**WORK TASK**:
Only the text of the records belongs in the answer, copied exactly, with every picture omitted.

**GIVEN DATA**:
────

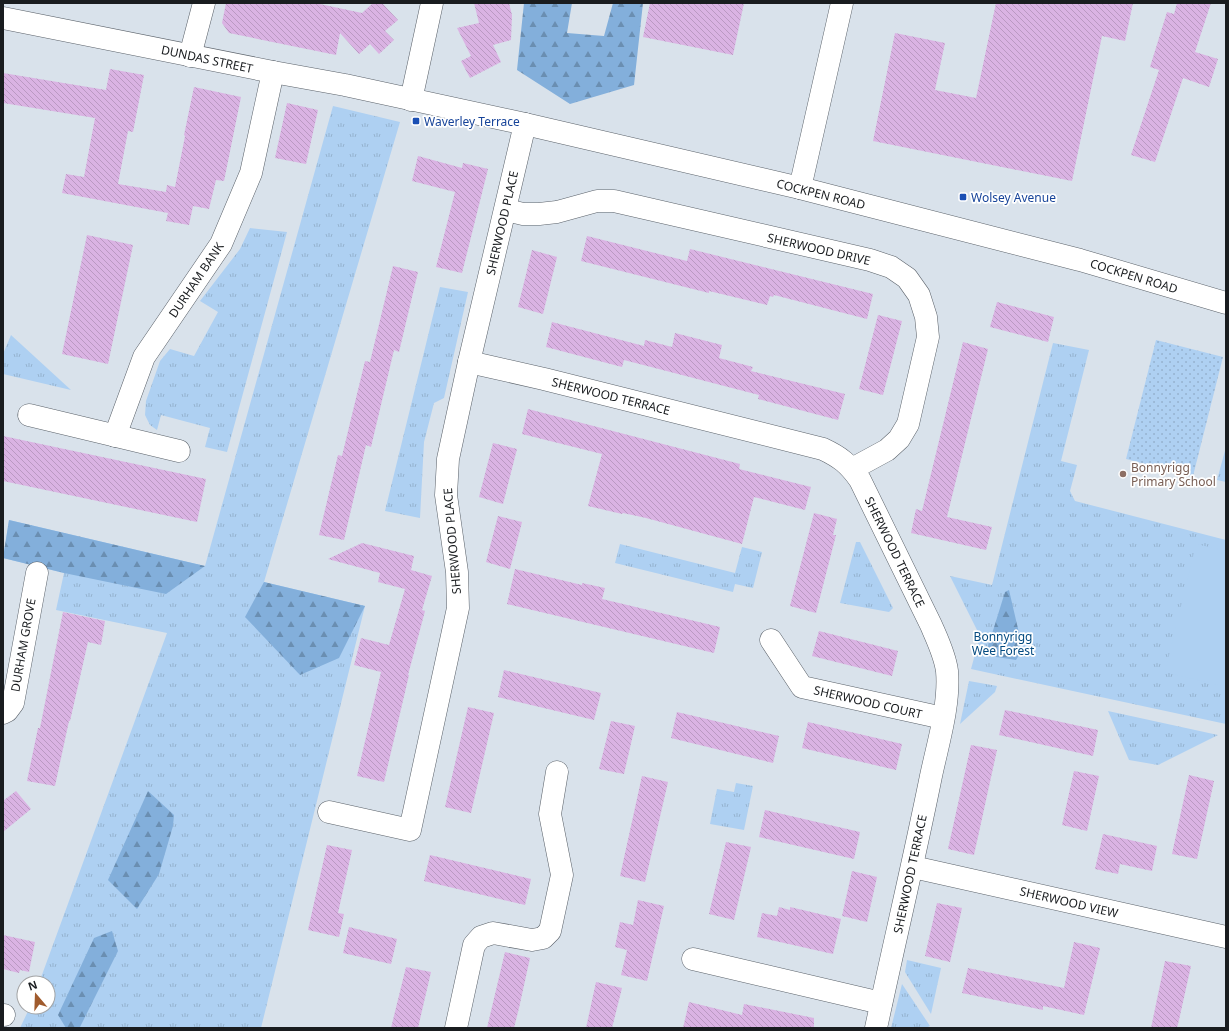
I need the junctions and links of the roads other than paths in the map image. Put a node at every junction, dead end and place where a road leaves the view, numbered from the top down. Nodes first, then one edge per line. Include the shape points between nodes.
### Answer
1 (204, 3) edge
2 (432, 3) edge
3 (842, 3) edge
4 (3, 18) edge
5 (190, 56) junction
6 (273, 72) junction
7 (411, 100) junction
8 (525, 124) junction
9 (800, 188) junction
10 (506, 210) junction
11 (1226, 303) edge
12 (469, 362) junction
13 (29, 415) dead end
14 (115, 436) junction
15 (178, 450) dead end
16 (852, 469) junction
17 (37, 573) dead end
18 (771, 640) dead end
19 (3, 713) edge
20 (942, 718) junction
21 (557, 772) dead end
22 (328, 812) dead end
23 (913, 867) junction
24 (1226, 937) edge
25 (693, 959) dead end
26 (881, 1003) junction
27 (456, 1028) edge
28 (876, 1028) edge

1 - 5 street
2 - 7 street
3 - 9 street
4 - 5 street, DUNDAS STREET
5 - 6 street, DUNDAS STREET
6 - 7 street, DUNDAS STREET
6 - 14 street, DURHAM BANK via 251,173 221,244 144,357
7 - 8 street, COCKPEN ROAD
8 - 9 street, COCKPEN ROAD
8 - 10 street, SHERWOOD PLACE
9 - 11 street, COCKPEN ROAD via 1080,260
10 - 12 street, SHERWOOD PLACE
10 - 16 street, SHERWOOD DRIVE via 539,214 558,212 597,201 614,201 870,260 891,267 907,278 919,296 926,317 928,337 908,424 899,439 887,450
12 - 16 street, SHERWOOD TERRACE via 823,449
12 - 22 street, SHERWOOD PLACE via 448,459 446,495 457,572 458,608 410,830
13 - 14 street
14 - 15 street
16 - 20 street, SHERWOOD TERRACE via 873,506 941,649 946,670 947,693
17 - 19 street, DURHAM GROVE via 13,703
18 - 20 street, SHERWOOD COURT via 802,687
20 - 23 street, SHERWOOD TERRACE
21 - 27 street via 550,814 562,875 550,931 543,938 532,940 493,933 481,937 474,946
23 - 24 street, SHERWOOD VIEW
23 - 26 street, SHERWOOD TERRACE
25 - 26 street
26 - 28 street, SHERWOOD TERRACE

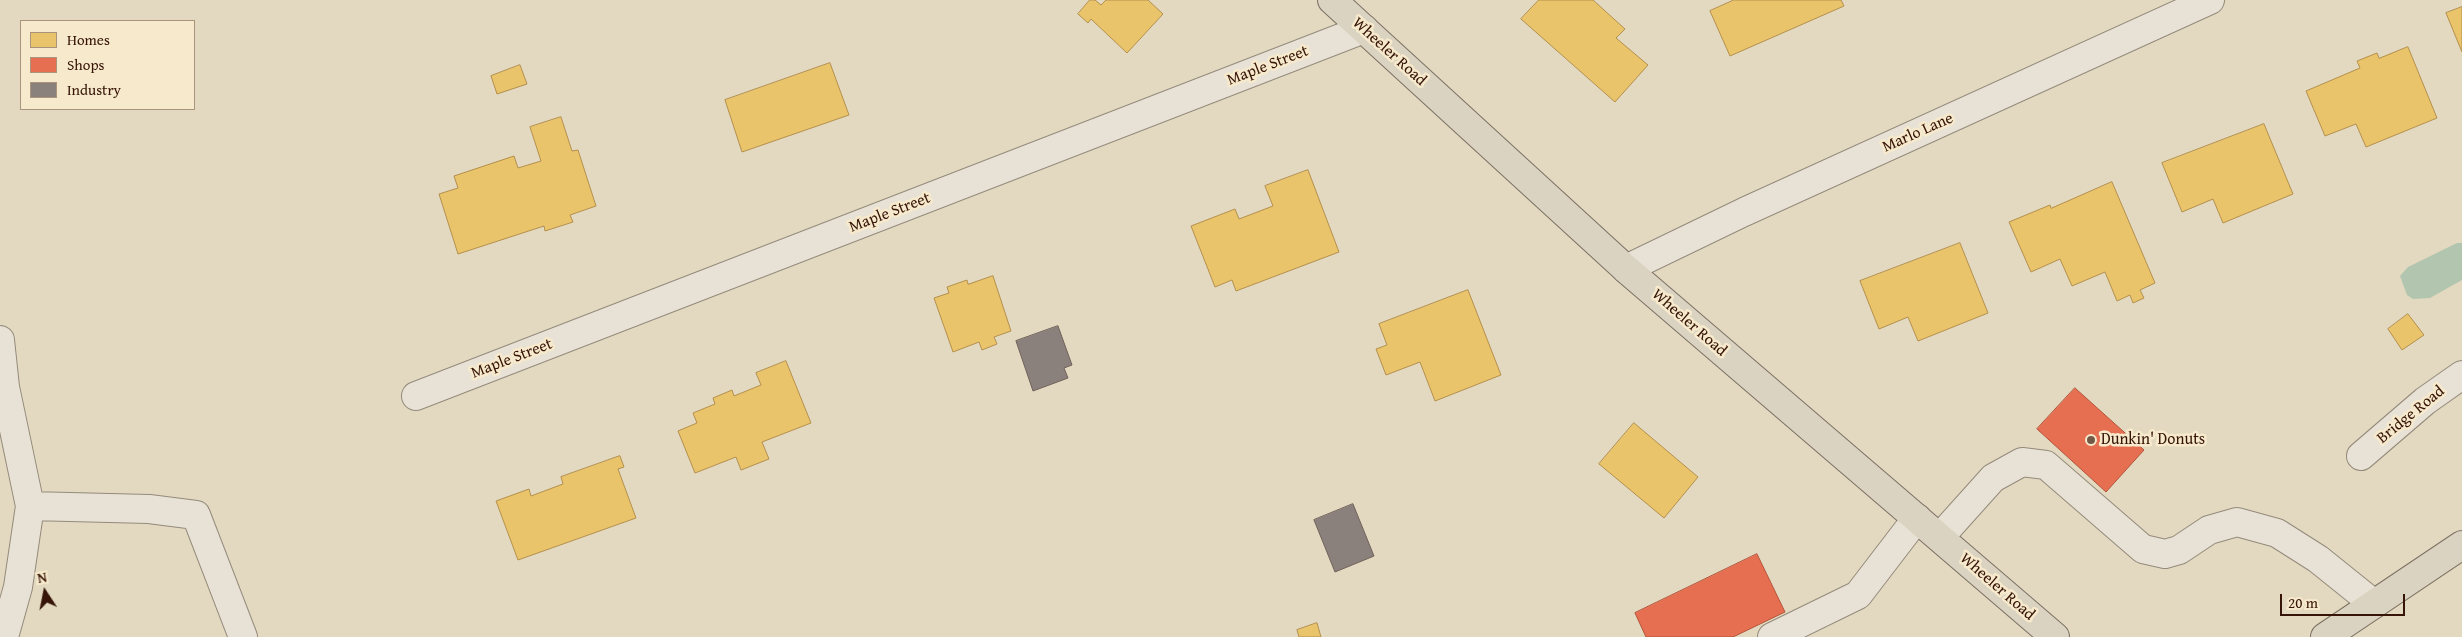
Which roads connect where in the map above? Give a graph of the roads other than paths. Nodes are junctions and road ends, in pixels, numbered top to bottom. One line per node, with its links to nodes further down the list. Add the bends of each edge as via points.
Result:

────

**SOLUTION FOR THIS EXERCISE**:
I need the junctions and links of the roads other than paths in the map image. Put a node at every junction, dead end and place where a road leaves the view, numbered from the top down. Nodes first, then one edge per line. Include the shape points between nodes.
### Answer
1 (204, 3) edge
2 (432, 3) edge
3 (842, 3) edge
4 (3, 18) edge
5 (190, 56) junction
6 (273, 72) junction
7 (411, 100) junction
8 (525, 124) junction
9 (800, 188) junction
10 (506, 210) junction
11 (1226, 303) edge
12 (469, 362) junction
13 (29, 415) dead end
14 (115, 436) junction
15 (178, 450) dead end
16 (852, 469) junction
17 (37, 573) dead end
18 (771, 640) dead end
19 (3, 713) edge
20 (942, 718) junction
21 (557, 772) dead end
22 (328, 812) dead end
23 (913, 867) junction
24 (1226, 937) edge
25 (693, 959) dead end
26 (881, 1003) junction
27 (456, 1028) edge
28 (876, 1028) edge

1 - 5 street
2 - 7 street
3 - 9 street
4 - 5 street, DUNDAS STREET
5 - 6 street, DUNDAS STREET
6 - 7 street, DUNDAS STREET
6 - 14 street, DURHAM BANK via 251,173 221,244 144,357
7 - 8 street, COCKPEN ROAD
8 - 9 street, COCKPEN ROAD
8 - 10 street, SHERWOOD PLACE
9 - 11 street, COCKPEN ROAD via 1080,260
10 - 12 street, SHERWOOD PLACE
10 - 16 street, SHERWOOD DRIVE via 539,214 558,212 597,201 614,201 870,260 891,267 907,278 919,296 926,317 928,337 908,424 899,439 887,450
12 - 16 street, SHERWOOD TERRACE via 823,449
12 - 22 street, SHERWOOD PLACE via 448,459 446,495 457,572 458,608 410,830
13 - 14 street
14 - 15 street
16 - 20 street, SHERWOOD TERRACE via 873,506 941,649 946,670 947,693
17 - 19 street, DURHAM GROVE via 13,703
18 - 20 street, SHERWOOD COURT via 802,687
20 - 23 street, SHERWOOD TERRACE
21 - 27 street via 550,814 562,875 550,931 543,938 532,940 493,933 481,937 474,946
23 - 24 street, SHERWOOD VIEW
23 - 26 street, SHERWOOD TERRACE
25 - 26 street
26 - 28 street, SHERWOOD TERRACE

Which roads connect where in the map above? Give a graph of the roads other than paths. Nodes are junctions and road ends, in pixels, numbered top to bottom. One line per node, with its links to nodes further down the list. Add the bends of each edge as via points.
Result:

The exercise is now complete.